Friends. Friends are great, and everyone should try to keep a few on hand. In a perfect world, every aquarist would have a nearby, trusted friend that is also an avid hobbyist, and is willing to stop by several times a day to feed and inspect the aquarium. In the real world, a friend possessing all of these qualities is hard to find, and neither a well-meaning novice nor an unreliable expert is a good bet to properly oversee the fish tank while the owners are away. An oversized feline stranger with a tall red & white striped hat is best rejected right off the bat.

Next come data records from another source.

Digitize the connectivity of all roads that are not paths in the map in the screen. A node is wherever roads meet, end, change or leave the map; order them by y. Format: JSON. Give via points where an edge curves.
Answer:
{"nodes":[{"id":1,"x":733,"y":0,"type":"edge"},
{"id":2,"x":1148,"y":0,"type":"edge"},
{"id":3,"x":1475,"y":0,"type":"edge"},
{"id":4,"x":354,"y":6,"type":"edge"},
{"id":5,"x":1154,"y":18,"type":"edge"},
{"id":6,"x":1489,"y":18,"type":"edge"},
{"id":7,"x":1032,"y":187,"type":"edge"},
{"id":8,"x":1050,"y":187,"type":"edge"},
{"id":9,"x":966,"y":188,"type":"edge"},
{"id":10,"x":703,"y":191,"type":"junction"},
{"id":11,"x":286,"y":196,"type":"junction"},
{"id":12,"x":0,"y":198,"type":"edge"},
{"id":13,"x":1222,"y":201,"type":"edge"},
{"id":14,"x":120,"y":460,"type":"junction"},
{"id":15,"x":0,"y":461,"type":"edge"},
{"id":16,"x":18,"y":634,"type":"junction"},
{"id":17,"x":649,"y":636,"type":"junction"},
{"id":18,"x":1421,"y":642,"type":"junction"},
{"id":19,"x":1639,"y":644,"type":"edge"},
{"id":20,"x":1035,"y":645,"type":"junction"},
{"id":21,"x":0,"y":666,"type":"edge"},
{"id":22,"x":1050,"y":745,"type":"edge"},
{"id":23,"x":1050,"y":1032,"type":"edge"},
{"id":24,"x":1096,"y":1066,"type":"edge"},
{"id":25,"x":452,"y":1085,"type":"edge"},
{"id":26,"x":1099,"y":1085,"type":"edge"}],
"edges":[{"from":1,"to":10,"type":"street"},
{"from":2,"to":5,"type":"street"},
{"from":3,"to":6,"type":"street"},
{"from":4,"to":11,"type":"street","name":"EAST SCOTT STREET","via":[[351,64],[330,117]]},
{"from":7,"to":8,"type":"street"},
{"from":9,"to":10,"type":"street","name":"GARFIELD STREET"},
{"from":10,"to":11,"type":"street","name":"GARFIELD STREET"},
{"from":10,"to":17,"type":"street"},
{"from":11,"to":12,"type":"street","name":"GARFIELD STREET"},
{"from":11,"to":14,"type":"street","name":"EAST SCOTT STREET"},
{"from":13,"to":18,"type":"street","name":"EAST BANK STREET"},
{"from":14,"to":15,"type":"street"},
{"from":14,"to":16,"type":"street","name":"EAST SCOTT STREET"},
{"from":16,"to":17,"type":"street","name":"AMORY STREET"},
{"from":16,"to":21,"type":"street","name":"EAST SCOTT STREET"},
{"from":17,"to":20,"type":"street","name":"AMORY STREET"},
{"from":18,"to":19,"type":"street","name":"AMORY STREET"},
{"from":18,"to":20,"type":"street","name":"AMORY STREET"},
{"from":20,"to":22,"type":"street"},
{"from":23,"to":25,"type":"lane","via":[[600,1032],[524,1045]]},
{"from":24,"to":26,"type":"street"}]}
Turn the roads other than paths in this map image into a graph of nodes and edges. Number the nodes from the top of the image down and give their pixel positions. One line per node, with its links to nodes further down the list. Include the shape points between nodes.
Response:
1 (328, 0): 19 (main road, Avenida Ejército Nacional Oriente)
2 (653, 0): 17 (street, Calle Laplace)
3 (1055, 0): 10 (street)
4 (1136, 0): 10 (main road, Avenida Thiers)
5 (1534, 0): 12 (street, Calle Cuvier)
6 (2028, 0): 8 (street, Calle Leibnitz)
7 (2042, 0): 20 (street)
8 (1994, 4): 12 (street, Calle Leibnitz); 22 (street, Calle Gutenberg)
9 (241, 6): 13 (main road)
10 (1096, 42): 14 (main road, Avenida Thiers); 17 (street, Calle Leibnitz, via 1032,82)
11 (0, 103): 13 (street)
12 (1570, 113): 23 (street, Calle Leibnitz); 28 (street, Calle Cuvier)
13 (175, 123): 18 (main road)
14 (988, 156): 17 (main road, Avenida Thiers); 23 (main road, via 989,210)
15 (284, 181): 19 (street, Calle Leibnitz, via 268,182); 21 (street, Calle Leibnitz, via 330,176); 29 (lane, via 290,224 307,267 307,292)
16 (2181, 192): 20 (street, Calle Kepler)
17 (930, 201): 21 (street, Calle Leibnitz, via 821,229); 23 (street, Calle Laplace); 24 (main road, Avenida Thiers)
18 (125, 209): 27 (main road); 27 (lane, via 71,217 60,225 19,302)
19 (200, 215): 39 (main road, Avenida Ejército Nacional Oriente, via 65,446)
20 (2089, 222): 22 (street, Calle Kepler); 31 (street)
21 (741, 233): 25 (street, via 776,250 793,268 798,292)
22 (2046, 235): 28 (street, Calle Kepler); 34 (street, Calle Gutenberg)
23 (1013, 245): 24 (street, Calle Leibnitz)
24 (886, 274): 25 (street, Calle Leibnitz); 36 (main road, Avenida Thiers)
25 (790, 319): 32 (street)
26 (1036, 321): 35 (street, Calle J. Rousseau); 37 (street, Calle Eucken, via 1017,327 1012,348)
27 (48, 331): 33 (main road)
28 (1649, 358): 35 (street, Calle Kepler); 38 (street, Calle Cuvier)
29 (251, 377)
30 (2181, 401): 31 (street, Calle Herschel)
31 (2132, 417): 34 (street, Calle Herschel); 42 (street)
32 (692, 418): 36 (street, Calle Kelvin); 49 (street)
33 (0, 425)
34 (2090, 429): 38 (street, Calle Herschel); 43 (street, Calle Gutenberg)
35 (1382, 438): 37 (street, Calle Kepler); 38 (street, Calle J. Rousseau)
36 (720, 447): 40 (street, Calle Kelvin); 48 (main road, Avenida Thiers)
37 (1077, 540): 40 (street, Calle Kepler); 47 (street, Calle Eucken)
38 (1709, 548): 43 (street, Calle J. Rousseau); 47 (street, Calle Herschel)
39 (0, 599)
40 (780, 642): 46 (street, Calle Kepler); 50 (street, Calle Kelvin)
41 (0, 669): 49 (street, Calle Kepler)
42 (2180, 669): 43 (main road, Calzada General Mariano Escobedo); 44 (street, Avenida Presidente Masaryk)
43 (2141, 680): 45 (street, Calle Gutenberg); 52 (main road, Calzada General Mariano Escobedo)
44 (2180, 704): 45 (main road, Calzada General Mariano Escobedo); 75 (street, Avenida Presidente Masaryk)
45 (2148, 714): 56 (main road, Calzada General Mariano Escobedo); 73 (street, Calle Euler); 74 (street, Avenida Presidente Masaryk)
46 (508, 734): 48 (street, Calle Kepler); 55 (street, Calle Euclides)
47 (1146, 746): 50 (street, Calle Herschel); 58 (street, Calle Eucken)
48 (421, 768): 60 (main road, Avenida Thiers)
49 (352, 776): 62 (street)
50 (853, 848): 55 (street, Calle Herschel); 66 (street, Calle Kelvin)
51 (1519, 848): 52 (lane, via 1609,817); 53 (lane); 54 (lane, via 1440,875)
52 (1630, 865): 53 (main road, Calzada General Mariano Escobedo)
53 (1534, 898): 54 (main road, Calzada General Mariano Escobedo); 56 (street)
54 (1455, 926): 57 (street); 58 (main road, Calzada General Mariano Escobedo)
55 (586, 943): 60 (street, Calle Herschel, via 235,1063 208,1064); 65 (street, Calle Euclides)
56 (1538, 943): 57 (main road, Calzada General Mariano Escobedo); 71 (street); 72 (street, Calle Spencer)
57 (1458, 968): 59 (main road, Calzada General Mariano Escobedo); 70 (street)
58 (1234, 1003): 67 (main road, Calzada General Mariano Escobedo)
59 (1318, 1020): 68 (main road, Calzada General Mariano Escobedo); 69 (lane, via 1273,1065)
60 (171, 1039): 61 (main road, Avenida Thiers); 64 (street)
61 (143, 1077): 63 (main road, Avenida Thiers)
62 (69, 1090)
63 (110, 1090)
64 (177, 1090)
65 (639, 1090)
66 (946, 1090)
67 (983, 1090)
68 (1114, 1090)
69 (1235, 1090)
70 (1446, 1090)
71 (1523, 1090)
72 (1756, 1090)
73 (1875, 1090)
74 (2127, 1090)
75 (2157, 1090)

If not, your fish may not like it, “not one little bit.”

SIDEBAR: Other vacation concerns.

Nourishment is the first thing most aquarists will think of when planning a fish-free vacation, but there are a few other possible pitfalls.

Heat or Cold. Many people save a few bucks on heating or cooling by adjusting their thermostat to uncomfortable levels when no one is home. They should be reminded that someone IS home – their tropical fish – and to try to keep them in mind. A closed-up home without air conditioning can easily stay in the 90’s during a summer warm spell, and many an aquarist returned come home to an accidental “fish boil.”

Heat or Cold.New Additions. Many aquarists get the notion to add a few new fish to their home tank shortly before vacation. This is begging for trouble, as any problems with incompatibility, poor acclimation or disease will go unattended for days or weeks, threatening not only the newcomer but all the oldtimers as well.

Lighting. The best advice is to put the aquarium light on a timer, especially if there are live plants or other photosynthetic residents. This is in fact the best option even when the aquarist is home. If there are no light-requiring organisms in the tank, another option is to leave the aquarium light off and a room light on, yielding enough light for fish to find food, but not enough to induce algae growth.

Last Minute Changes. Any changes done the aquarium – including water changes, adjusting heaters, cleaning filters and adding equipment – should be completed several days before departure, so that any resulting problems can be dealt with. This especially includes the addition of vacation feeding blocks or mechanical filters.